= Zhang Yunchuan =

Chinese politician

Zhang Yunchuan (张云川 (張雲川, Zhāng Yúnchuān); born 1946) is a politician of the People's Republic of China, and the former secretary of CPC Hebei committee.

Born in Dongyang, Zhejiang Province, Zhang graduated from Institute of Military Engineering in Harbin in 1970, majoring in internal combustion engine of ship. He then served in 6214 factory affiliated to 6th ministry of mechanics for long time. He joined Chinese Communist Party (CCP) in 1973. In 1985, he was appointed as vice mayor of Jiujiang, Jiangxi Province.

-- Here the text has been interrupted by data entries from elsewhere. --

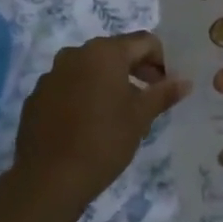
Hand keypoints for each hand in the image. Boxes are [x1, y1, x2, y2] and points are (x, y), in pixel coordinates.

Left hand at [11, 31, 189, 221]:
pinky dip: (84, 95)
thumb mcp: (140, 117)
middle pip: (115, 52)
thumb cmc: (103, 141)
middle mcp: (75, 53)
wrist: (48, 179)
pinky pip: (68, 86)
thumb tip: (185, 81)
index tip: (167, 85)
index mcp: (104, 52)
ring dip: (109, 82)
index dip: (162, 60)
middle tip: (149, 98)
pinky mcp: (37, 96)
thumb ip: (163, 93)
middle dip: (136, 70)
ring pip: (90, 69)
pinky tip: (90, 124)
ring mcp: (52, 74)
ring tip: (119, 113)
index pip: (144, 41)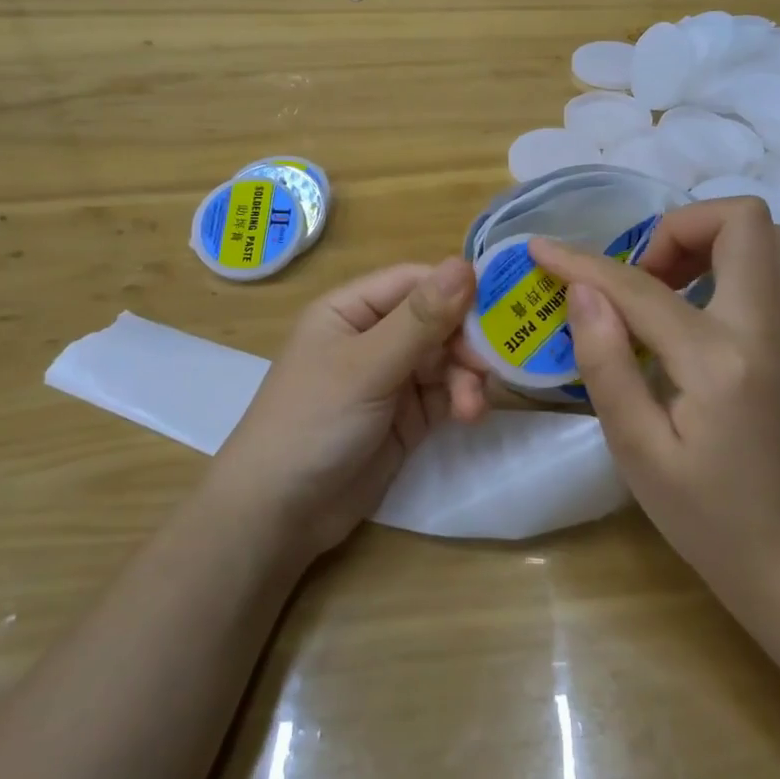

Next year he was appointed as administrative governor of Ganzhou area. In 1991, he was promoted to governor assistant of Jiangxi, and became vice governor in 1993. He was appointed as vice Chairman of Xinjiang Uyghur Autonomous Region in 1995. Zhang was transferred to Hunan in 1998 and appointed as vice secretary of CCP Hunan committee and secretary of Changsha municipal committee. He became acting governor of Hunan in 2001, and governor the next year.

In March 2003, he was transferred to central government and became the chairman of Commission of Science, Technology and Industry for National Defense. In August 2007, he was appointed to secretary of CCP Hebei committee, and was elected as Chairman of standing committee of Hebei People's Congress in January 2008.

Zhang was a member of 16th and 17th Central Committees of CCP.